With 45 million hacked TJX accounts, almost 100 million accounts exposed at Heartland Payment Systems, and tens of millions of other accounts compromised in breaches, the Miami hacker has affected a great number of U.S. consumers.
But while Gonzalez is safely behind bars, security experts contend that other hackers deploying similar attacks are sure to follow, which doesn't bode well for the average user. So how can organizations and users protect themselves? There are a few ways:
1: Beef Up Security On Desktops/Laptops
Hackers are cutting right to the chase and writing malware specifically designed to capture credit card numbers, banking information, user names and passwords. "The hacker community is making it easier on themselves to identity the bigger targets instead of having to go through every account they come across," said David Sockol, president of eMagined Security based in Santa Clara, Calif.
Consequently, protecting computers means keeping them updated with not just the latest antivirus, but also anti-malware protection.
"This stuff is actually more valuable than credit card numbers," said David Perry, director of global education for security company Trend Micro. "That's one of the reasons we're seeing so many raids. They're looking for your grandmother's maiden name. There are actually people sifting through all that information."
2: Strengthen Network Configuration
"A lot of companies pay lots of attention to their borders," said Bill Calderwood, president and CEO of the Root Group, based in Boulder, Colo, in an e-mail. "That certainly can't be neglected, but the stuff that is probably a lot more frightening and deserves a lot more attention than it gets is when hacks get physical access to your facility. This is why network configuration is so vitally important, and it's constantly overlooked."
Calderwood recommended putting servers on a different subnet from their workstations, keeping routing protocols hidden from anything visible from the workstation, and maintaining user accounts so that only authenticated employees have access.
3: Maintain Physical Security
This can be as low tech as making sure that employee security badges are current, security cameras are working, and employees don't leave passwords and company data in plain sight. It also requires companies to have stringent security policies regarding mobile devices, such as Blackberrys, as well as laptops -- any piece of equipment that leaves the building at the end of the day.
"The big high-profile exploits are often made possible by some low-tech entry point into the organization, and the only way to close that entry point is often low-tech as well and easy to overlook," Calderwood said.
4: Maintain PCI Compliance
Security partners say that organizations should take the Payment Card Industry security guidelines to heart and apply them in a concerted effort to be secure, rather than check a box. It might require more effort, and in some cases, additional expense. However, the 12 PCI compliance guidelines are crafted so that, when implemented in full, they can drastically reduce an organization's chances of becoming the victim of a data breach or malware attack.

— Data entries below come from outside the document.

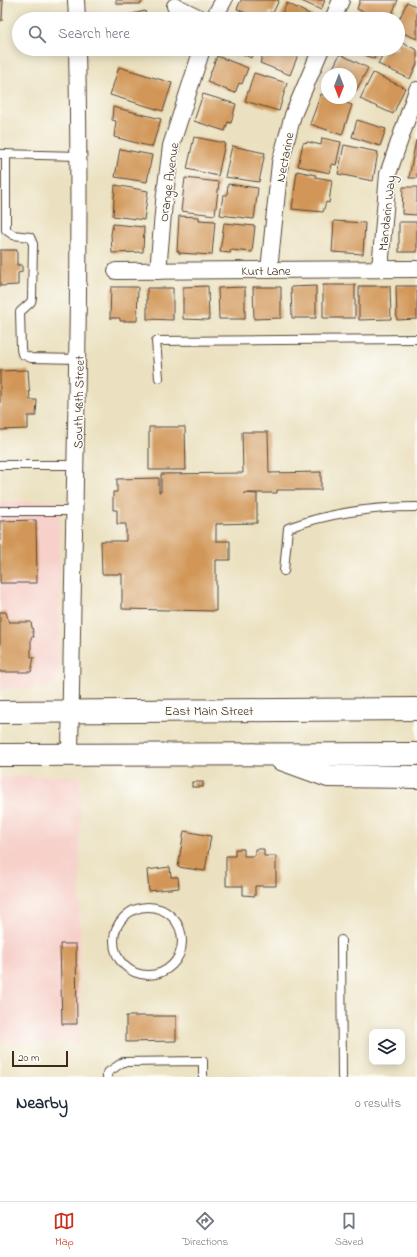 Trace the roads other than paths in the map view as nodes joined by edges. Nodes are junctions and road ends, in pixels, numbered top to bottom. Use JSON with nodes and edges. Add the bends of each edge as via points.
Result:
{"nodes":[{"id":1,"x":76,"y":0,"type":"edge"},
{"id":2,"x":224,"y":0,"type":"edge"},
{"id":3,"x":341,"y":0,"type":"edge"},
{"id":4,"x":175,"y":6,"type":"dead end"},
{"id":5,"x":77,"y":12,"type":"edge"},
{"id":6,"x":187,"y":12,"type":"edge"},
{"id":7,"x":217,"y":12,"type":"edge"},
{"id":8,"x":337,"y":12,"type":"edge"},
{"id":9,"x":77,"y":56,"type":"edge"},
{"id":10,"x":200,"y":56,"type":"edge"},
{"id":11,"x":318,"y":56,"type":"edge"},
{"id":12,"x":417,"y":90,"type":"edge"},
{"id":13,"x":3,"y":154,"type":"edge"},
{"id":14,"x":80,"y":156,"type":"junction"},
{"id":15,"x":380,"y":269,"type":"junction"},
{"id":16,"x":417,"y":269,"type":"edge"},
{"id":17,"x":269,"y":270,"type":"junction"},
{"id":18,"x":116,"y":271,"type":"dead end"},
{"id":19,"x":158,"y":271,"type":"junction"},
{"id":20,"x":417,"y":339,"type":"edge"},
{"id":21,"x":78,"y":359,"type":"junction"},
{"id":22,"x":159,"y":378,"type":"dead end"},
{"id":23,"x":0,"y":465,"type":"edge"},
{"id":24,"x":77,"y":465,"type":"junction"},
{"id":25,"x":417,"y":507,"type":"edge"},
{"id":26,"x":0,"y":511,"type":"edge"},
{"id":27,"x":76,"y":511,"type":"junction"},
{"id":28,"x":284,"y":571,"type":"dead end"},
{"id":29,"x":417,"y":709,"type":"edge"},
{"id":30,"x":71,"y":711,"type":"junction"},
{"id":31,"x":0,"y":712,"type":"edge"},
{"id":32,"x":265,"y":754,"type":"junction"},
{"id":33,"x":417,"y":754,"type":"edge"},
{"id":34,"x":0,"y":755,"type":"edge"},
{"id":35,"x":70,"y":755,"type":"junction"},
{"id":36,"x":417,"y":777,"type":"edge"},
{"id":37,"x":341,"y":940,"type":"dead end"},
{"id":38,"x":160,"y":973,"type":"joint"},
{"id":39,"x":107,"y":1077,"type":"edge"},
{"id":40,"x":203,"y":1077,"type":"edge"},
{"id":41,"x":342,"y":1077,"type":"edge"}],
"edges":[{"from":1,"to":5,"type":"street"},
{"from":2,"to":7,"type":"street"},
{"from":3,"to":8,"type":"street"},
{"from":4,"to":6,"type":"street"},
{"from":9,"to":14,"type":"street","name":"South 48th Street"},
{"from":10,"to":19,"type":"street","name":"Orange Avenue","via":[[171,146]]},
{"from":11,"to":17,"type":"street","name":"Nectarine","via":[[293,115],[280,162]]},
{"from":12,"to":15,"type":"street","name":"Mandarin Way","via":[[388,174]]},
{"from":13,"to":14,"type":"lane"},
{"from":13,"to":21,"type":"lane","via":[[6,230],[12,235],[30,237],[33,244],[32,298],[20,312],[22,354],[31,358]]},
{"from":14,"to":21,"type":"street","name":"South 48th Street"},
{"from":15,"to":16,"type":"street","name":"Kurt Lane"},
{"from":15,"to":17,"type":"street","name":"Kurt Lane"},
{"from":17,"to":19,"type":"street","name":"Kurt Lane"},
{"from":18,"to":19,"type":"street","name":"Kurt Lane"},
{"from":20,"to":22,"type":"lane","via":[[156,341]]},
{"from":21,"to":24,"type":"street","name":"South 48th Street"},
{"from":23,"to":24,"type":"lane"},
{"from":24,"to":27,"type":"street","name":"South 48th Street"},
{"from":25,"to":28,"type":"lane","via":[[378,507],[314,518],[288,528]]},
{"from":26,"to":27,"type":"lane"},
{"from":27,"to":30,"type":"street","name":"South 48th Street"},
{"from":29,"to":30,"type":"main road","name":"East Main Street"},
{"from":30,"to":31,"type":"main road","name":"East Main Street"},
{"from":30,"to":35,"type":"street","name":"South 48th Street"},
{"from":32,"to":33,"type":"main road"},
{"from":32,"to":35,"type":"main road"},
{"from":32,"to":36,"type":"main road","via":[[328,776]]},
{"from":34,"to":35,"type":"main road"},
{"from":37,"to":41,"type":"lane"},
{"from":38,"to":38,"type":"lane","via":[[173,963],[181,950],[180,927],[164,910],[152,906],[140,907],[129,912],[115,930],[115,952],[128,969],[138,974]]},
{"from":39,"to":40,"type":"lane","via":[[107,1073],[123,1062],[203,1061]]}]}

"Efforts should be made to utilize best security practices, rather than the minimum to pass an audit," Sockol said.
5: Apply Defense In Depth
In order to ensure protection against attack, security partners advise that organizations to layer security products instead of relying on a single source. For example, couple antivirus and basic firewall with URL filtering, e-mail security and intrusion prevention. Apply the latest security patches and keep abreast of software updates. Taking these kinds of precautions might not completely prevent an attack, but it sure puts the odds in your favor, experts say.
6: Conduct Ethical Hacking Assessments
Too often organizations have vulnerabilities where they don't even know they had data. By conducting ethical hacking assessments, organizations are able to find the security holes in their network and source codes -- and subsequently patch them -- before the criminals do.

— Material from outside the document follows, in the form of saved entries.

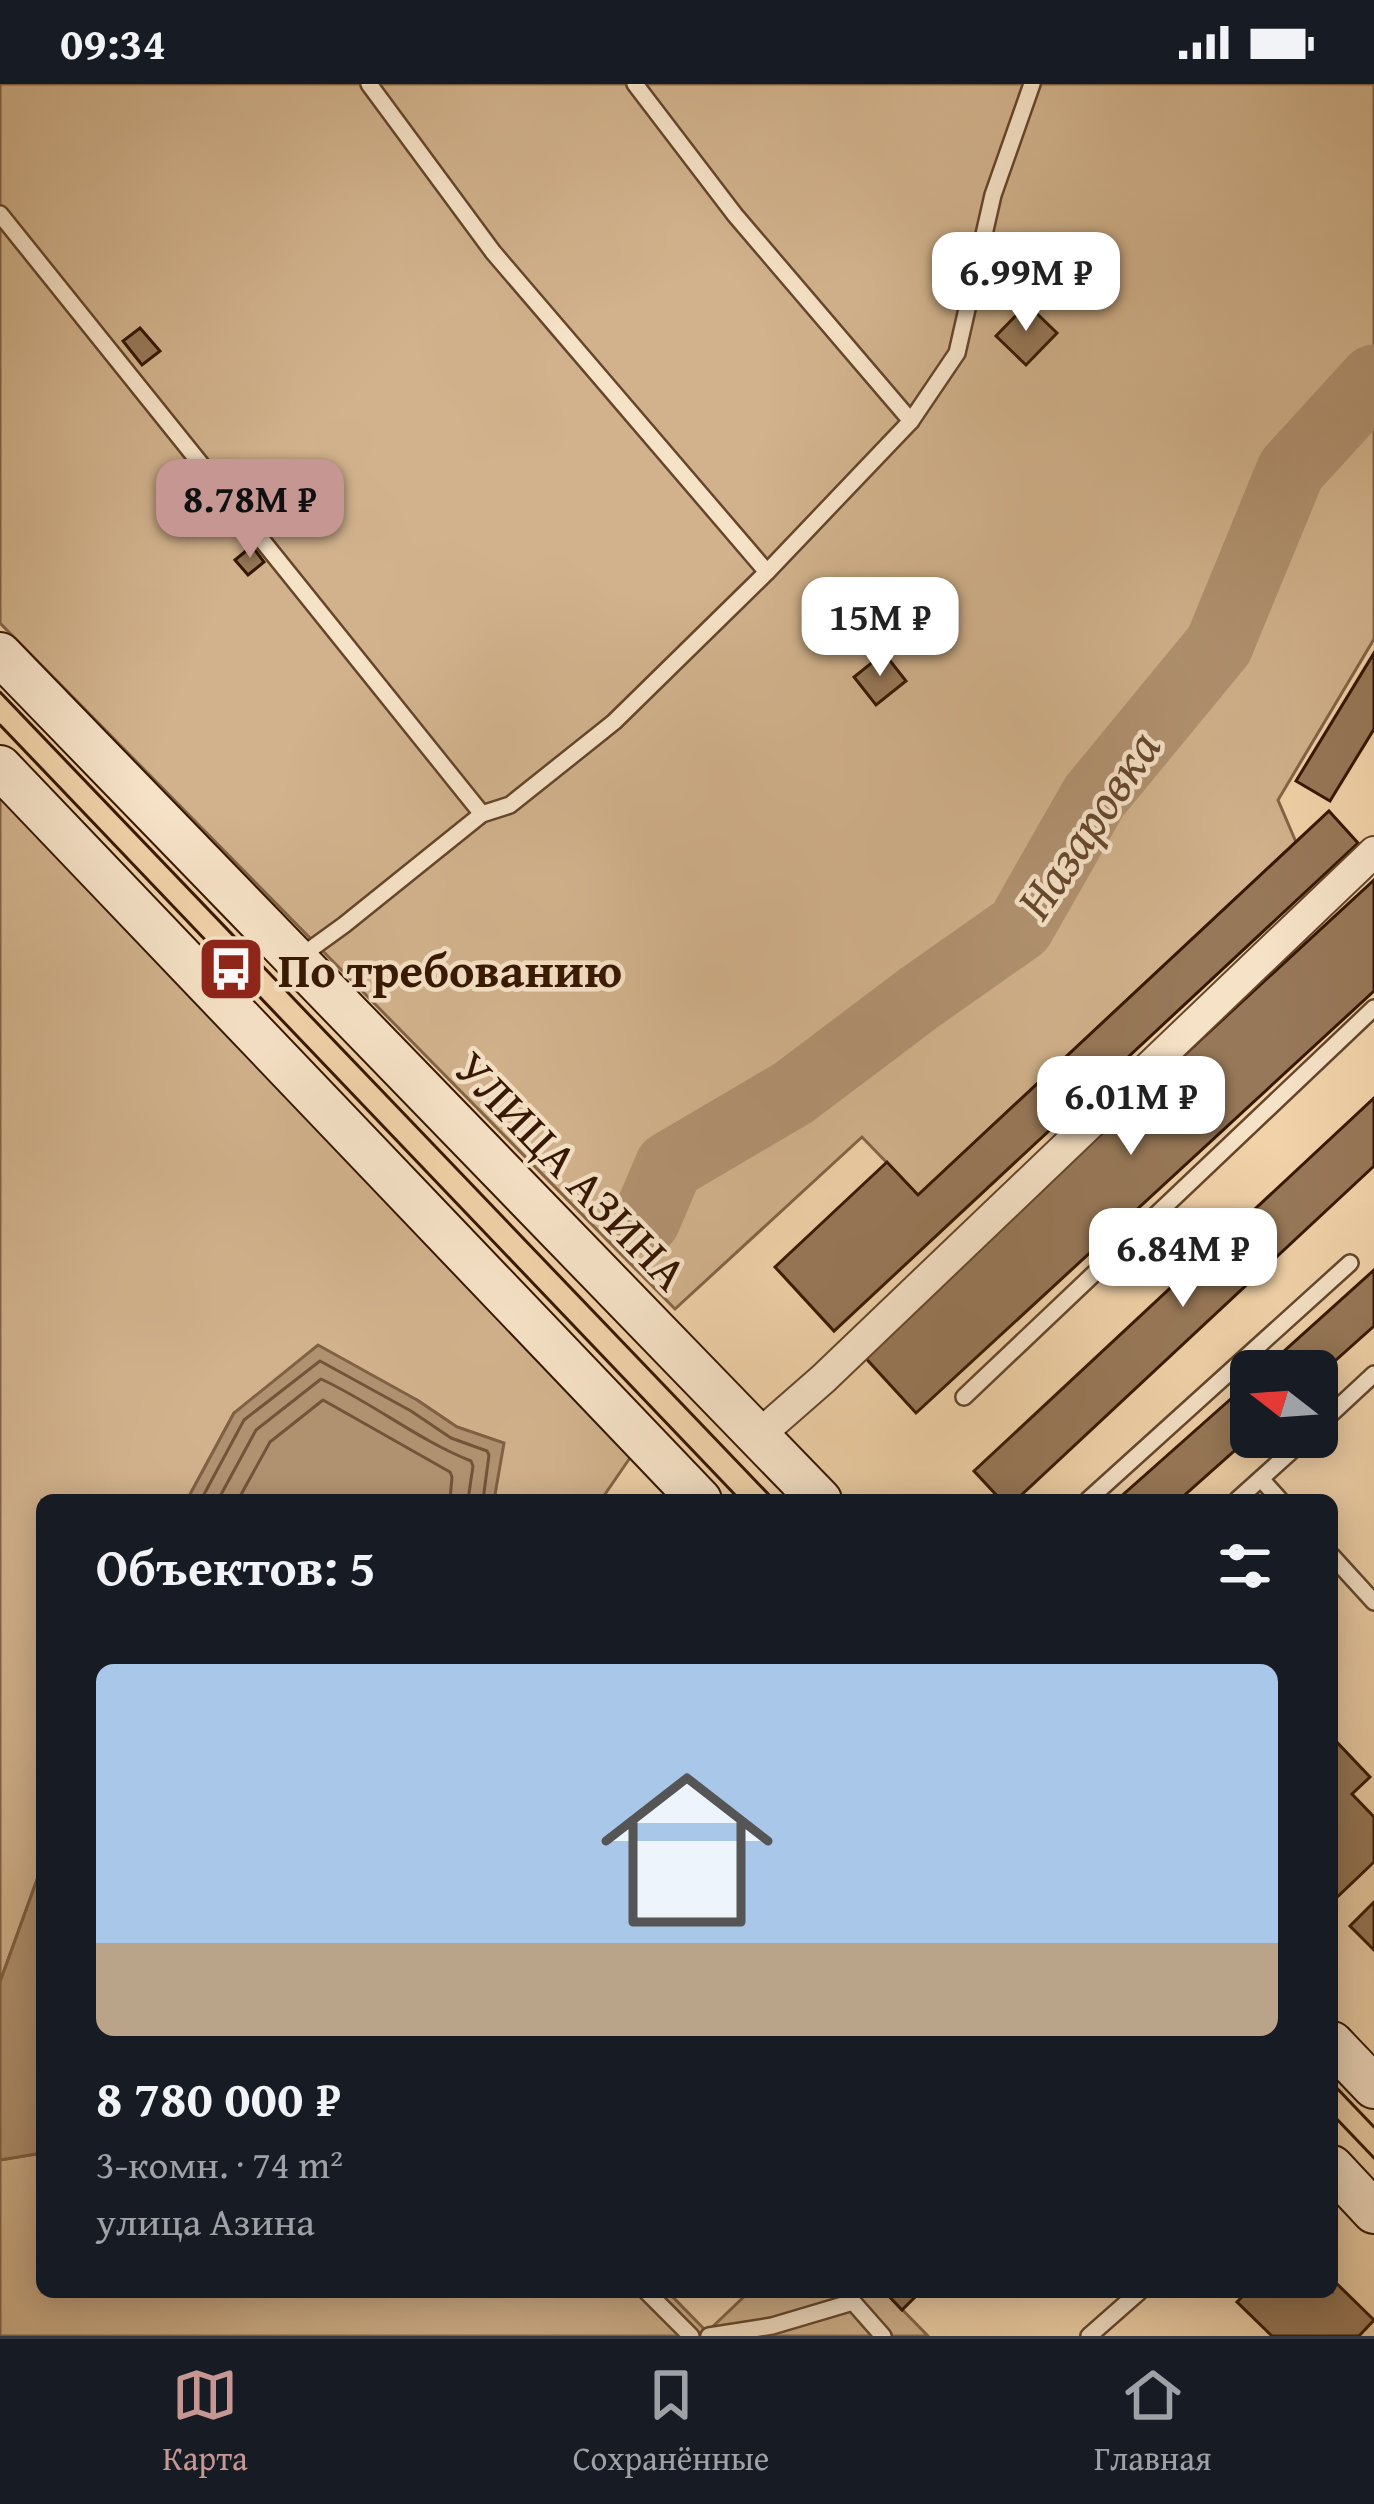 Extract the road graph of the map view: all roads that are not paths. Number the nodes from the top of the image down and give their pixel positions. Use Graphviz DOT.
graph roads {
  1 [pos="369,84"];
  2 [pos="635,84"];
  3 [pos="1032,84"];
  4 [pos="0,214"];
  5 [pos="911,421"];
  6 [pos="767,572"];
  7 [pos="0,654"];
  8 [pos="0,767"];
  9 [pos="482,814"];
  10 [pos="1374,852"];
  11 [pos="295,960"];
  12 [pos="1374,1008"];
  13 [pos="1350,1263"];
  14 [pos="1374,1374"];
  15 [pos="964,1397"];
  16 [pos="1338,1407"];
  17 [pos="759,1435"];
  18 [pos="1284,1458"];
  19 [pos="1261,1479"];
  20 [pos="694,1494"];
  21 [pos="814,1494"];
  22 [pos="1095,1494"];
  23 [pos="1244,1494"];
  24 [pos="1275,1494"];
  25 [pos="1338,1562"];
  26 [pos="1374,1601"];
  27 [pos="1338,2049"];
  28 [pos="1374,2087"];
  29 [pos="1338,2173"];
  30 [pos="1374,2212"];
  31 [pos="653,2298"];
  32 [pos="845,2298"];
  33 [pos="849,2298"];
  34 [pos="1132,2298"];
  35 [pos="691,2336"];
  36 [pos="709,2336"];
  37 [pos="883,2336"];
  38 [pos="1089,2336"];
  1 -- 6 [label="lane"];
  2 -- 5 [label="lane"];
  3 -- 5 [label="lane"];
  4 -- 9 [label="lane"];
  5 -- 6 [label="lane"];
  6 -- 9 [label="lane"];
  7 -- 11 [label="street, УЛИЦА АЗИНА"];
  8 -- 20 [label="street"];
  9 -- 11 [label="lane"];
  10 -- 17 [label="street"];
  11 -- 17 [label="street, УЛИЦА АЗИНА"];
  12 -- 15 [label="lane"];
  13 -- 22 [label="lane"];
  14 -- 16 [label="lane"];
  17 -- 21 [label="street, УЛИЦА АЗИНА"];
  18 -- 19 [label="lane"];
  19 -- 23 [label="lane"];
  19 -- 24 [label="lane"];
  25 -- 26 [label="lane"];
  27 -- 28 [label="street"];
  29 -- 30 [label="street"];
  31 -- 35 [label="lane"];
  32 -- 36 [label="lane"];
  33 -- 37 [label="lane"];
  34 -- 38 [label="lane"];
}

On the Consumer Side, users should:
7: Regularly Check Credit Card Statements
Look for anything suspicious. And it doesn't have to be big. Hackers all too often believe in the "death by a thousand cuts" theory-- stealing millions of dollars by siphoning a few dollars here and there from thousands or millions of users, experts say. It adds up over time.
8. Be Wary Of Social Networks
Security experts say that hackers are increasingly looking for identifying information, which has facilitated a rash of social networking attacks on sites like Twitter and Facebook. Security experts contend that personally identifying information has become more valuable in recent years because it so often provides access to so many other accounts.

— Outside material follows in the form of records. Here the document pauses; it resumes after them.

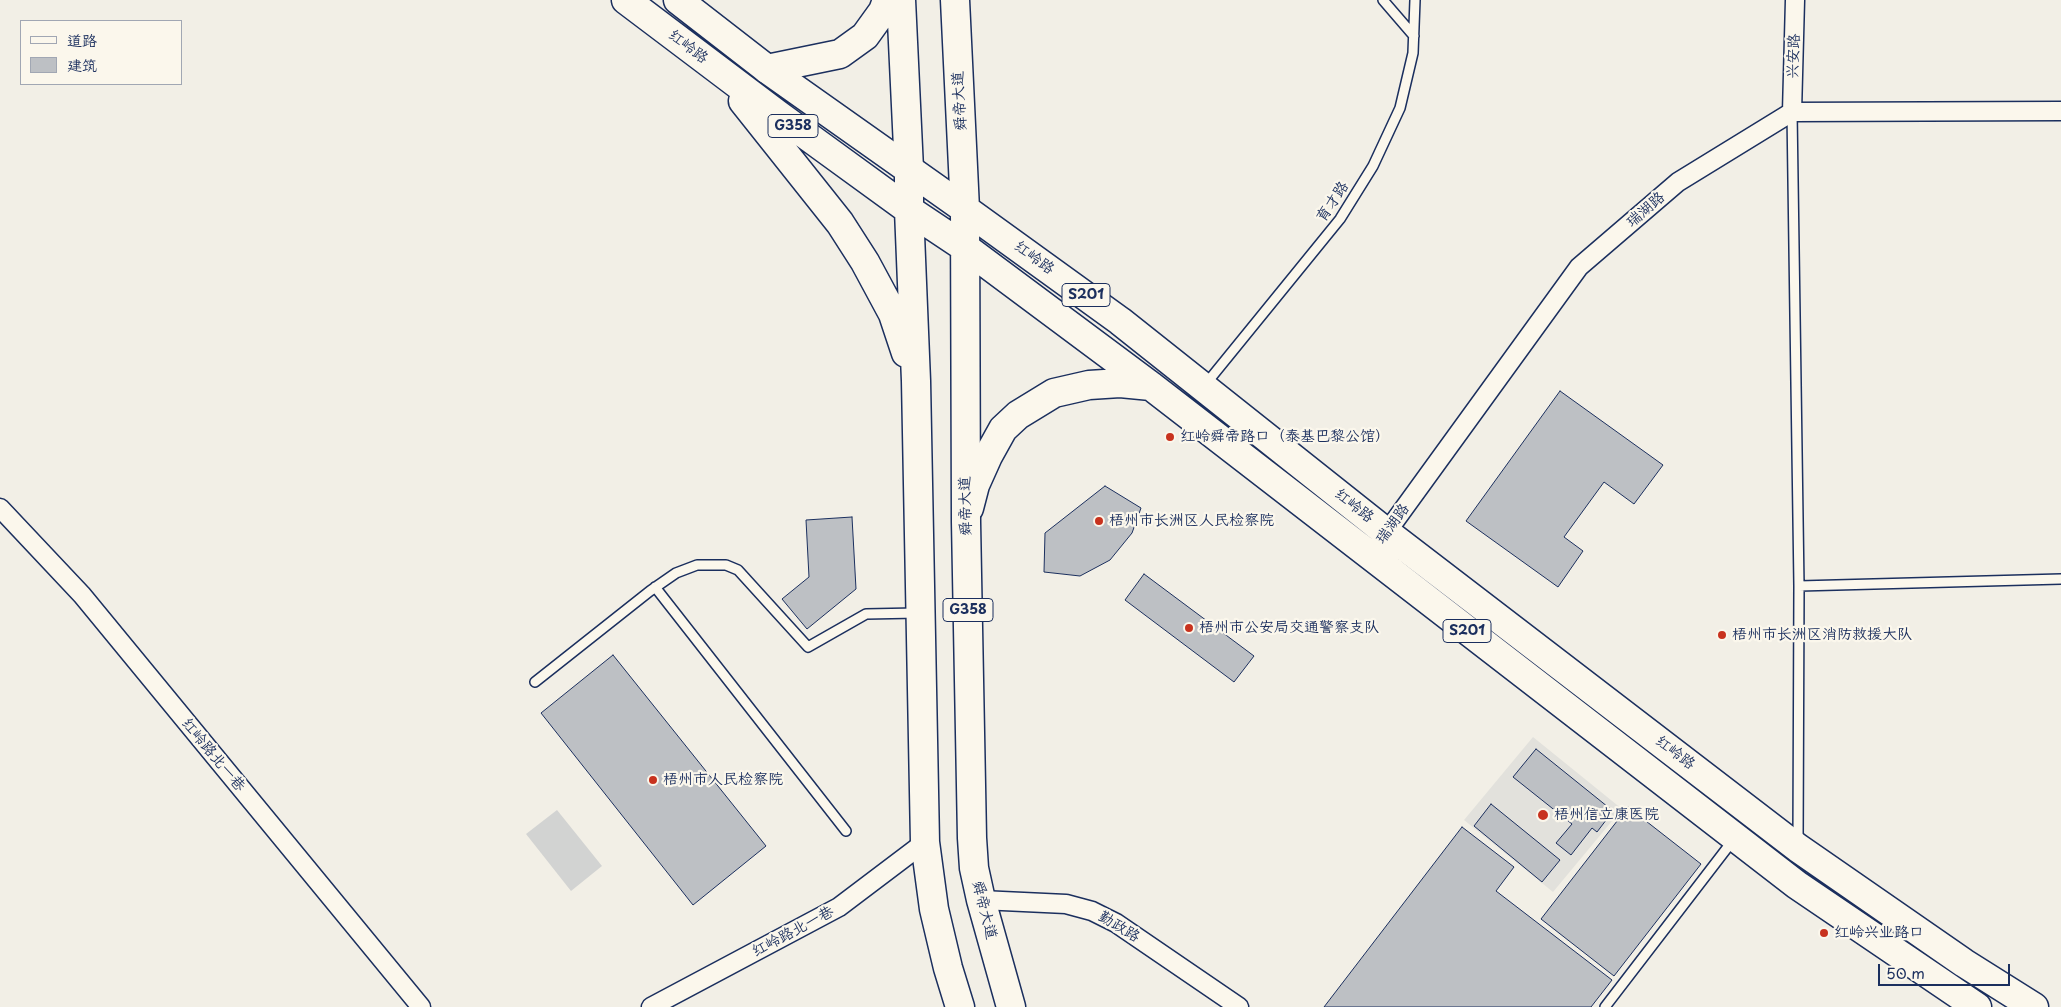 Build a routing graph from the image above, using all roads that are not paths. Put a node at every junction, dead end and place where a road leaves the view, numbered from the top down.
1 (626, 0) edge
2 (678, 0) edge
3 (887, 0) edge
4 (901, 0) edge
5 (955, 0) edge
6 (1383, 0) edge
7 (1414, 0) edge
8 (1795, 0) edge
9 (1414, 36) junction
10 (717, 69) junction
11 (767, 69) junction
12 (2061, 111) edge
13 (1792, 112) junction
14 (909, 169) junction
15 (965, 209) junction
16 (908, 210) junction
17 (964, 246) junction
18 (916, 381) junction
19 (1151, 386) junction
20 (1203, 387) junction
21 (0, 508) edge
22 (966, 522) junction
23 (1387, 533) junction
24 (1369, 557) junction
25 (2061, 579) edge
26 (1799, 586) junction
27 (655, 587) junction
28 (920, 613) junction
29 (535, 682) dead end
30 (846, 831) dead end
31 (1736, 837) junction
32 (925, 842) junction
33 (1798, 848) junction
34 (981, 900) junction
35 (420, 1007) edge
36 (651, 1007) edge
37 (960, 1007) edge
38 (1011, 1007) edge
39 (1239, 1007) edge
40 (1605, 1007) edge
41 (1977, 1007) edge
42 (2034, 1007) edge

1 - 10 main road, 红岭路 / G358
2 - 11 main road, 红岭路 / G358
3 - 11 main road
4 - 14 main road
5 - 15 main road, 舜帝大道
6 - 9 lane
7 - 9 lane, 育才路
8 - 13 street, 兴安路
9 - 20 lane, 育才路
10 - 16 main road, 红岭路 / G358
10 - 18 main road
11 - 14 main road, 红岭路 / G358
12 - 13 street
13 - 23 street, 瑞湖路
13 - 26 lane
14 - 15 main road, 红岭路 / G358
14 - 16 main road
15 - 17 main road, 舜帝大道 / G358
15 - 20 main road, 红岭路 / S201
16 - 17 main road, 红岭路 / G358
16 - 18 main road
17 - 19 main road, 红岭路 / S201
17 - 22 main road, 舜帝大道 / G358
18 - 28 main road
19 - 22 main road
19 - 24 main road, 红岭路 / S201
20 - 23 main road, 红岭路 / S201
21 - 35 street, 红岭路北一巷
22 - 34 main road, 舜帝大道 / G358
23 - 24 street, 瑞湖路
23 - 33 main road, 红岭路 / S201
24 - 31 main road, 红岭路 / S201
25 - 26 lane
26 - 33 lane
27 - 28 lane
27 - 29 lane
27 - 30 lane
28 - 32 main road
31 - 40 lane
31 - 41 main road, 红岭路 / S201
32 - 36 street, 红岭路北一巷
32 - 37 main road
33 - 42 main road, 红岭路 / S201
34 - 38 main road, 舜帝大道 / G358
34 - 39 street, 勤政路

9: Be Aware When Surfing The Web
Is it a trusted site? Does it request credit card or identifying information? If so, does it have that padlock symbol in the bottom right hand corner? These are things that users need to keep in the back of their minds when submitting financial or personally identifying information online. And, of course, users should avoid clicking on links sent from unknown sources via e-mails, even if the URL looks legitimate.
10: Hold Merchants Accountable
In short, partners say users should avoid doing business with organizations reputed to have security flaws or known security breaches. Those businesses will eventually get the message, and be forced to enhance their security infrastructure as a result. And that benefits everyone.